## RECORDS FOR THIS TASK:
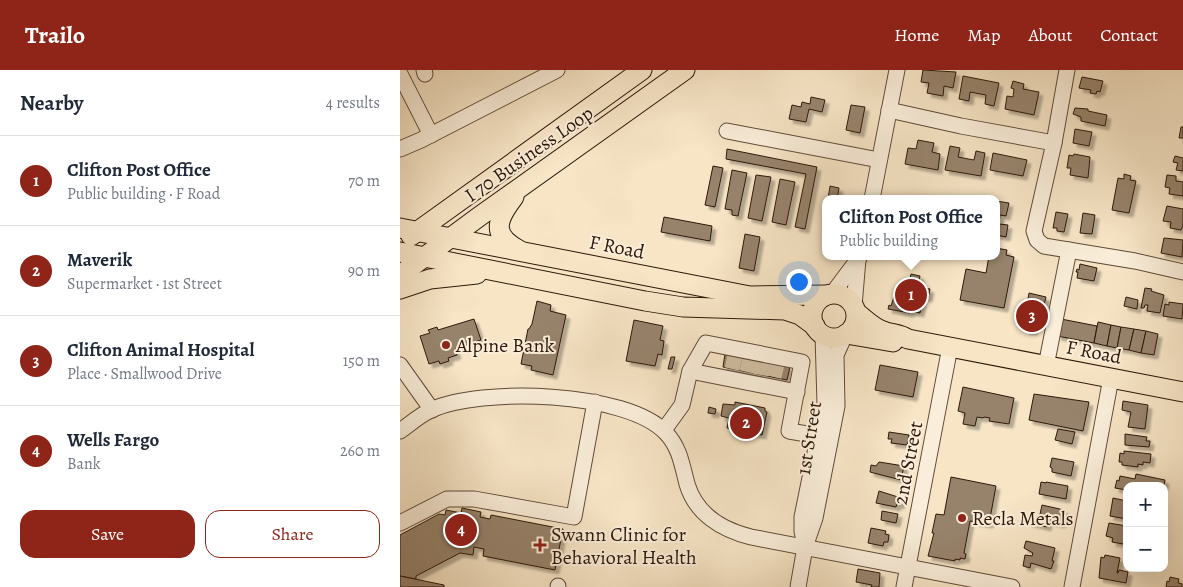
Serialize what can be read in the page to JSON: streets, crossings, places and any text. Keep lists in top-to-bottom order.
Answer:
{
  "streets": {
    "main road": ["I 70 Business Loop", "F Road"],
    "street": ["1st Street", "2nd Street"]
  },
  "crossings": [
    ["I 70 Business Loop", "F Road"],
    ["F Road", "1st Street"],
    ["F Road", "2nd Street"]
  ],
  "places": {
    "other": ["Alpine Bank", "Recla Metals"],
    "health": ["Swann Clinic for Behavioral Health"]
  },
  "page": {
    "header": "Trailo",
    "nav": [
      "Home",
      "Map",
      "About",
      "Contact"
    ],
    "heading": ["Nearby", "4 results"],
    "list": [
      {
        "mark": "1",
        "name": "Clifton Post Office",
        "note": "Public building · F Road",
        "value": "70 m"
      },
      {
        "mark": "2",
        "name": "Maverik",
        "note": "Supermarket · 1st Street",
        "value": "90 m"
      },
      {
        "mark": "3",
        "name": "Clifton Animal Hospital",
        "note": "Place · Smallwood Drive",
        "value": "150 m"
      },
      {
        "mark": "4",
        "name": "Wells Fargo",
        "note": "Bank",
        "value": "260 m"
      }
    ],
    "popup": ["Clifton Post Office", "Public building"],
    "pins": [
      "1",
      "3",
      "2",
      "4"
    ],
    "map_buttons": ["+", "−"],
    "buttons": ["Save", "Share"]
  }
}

## TASK TO COMPLETE:
Bring together every line in the entries that holds the string "places".

## RESULT BELOW:
Serialize what can be read in the page to JSON: streets, crossings, places and any text. Keep lists in top-to-bottom order.
  "places": {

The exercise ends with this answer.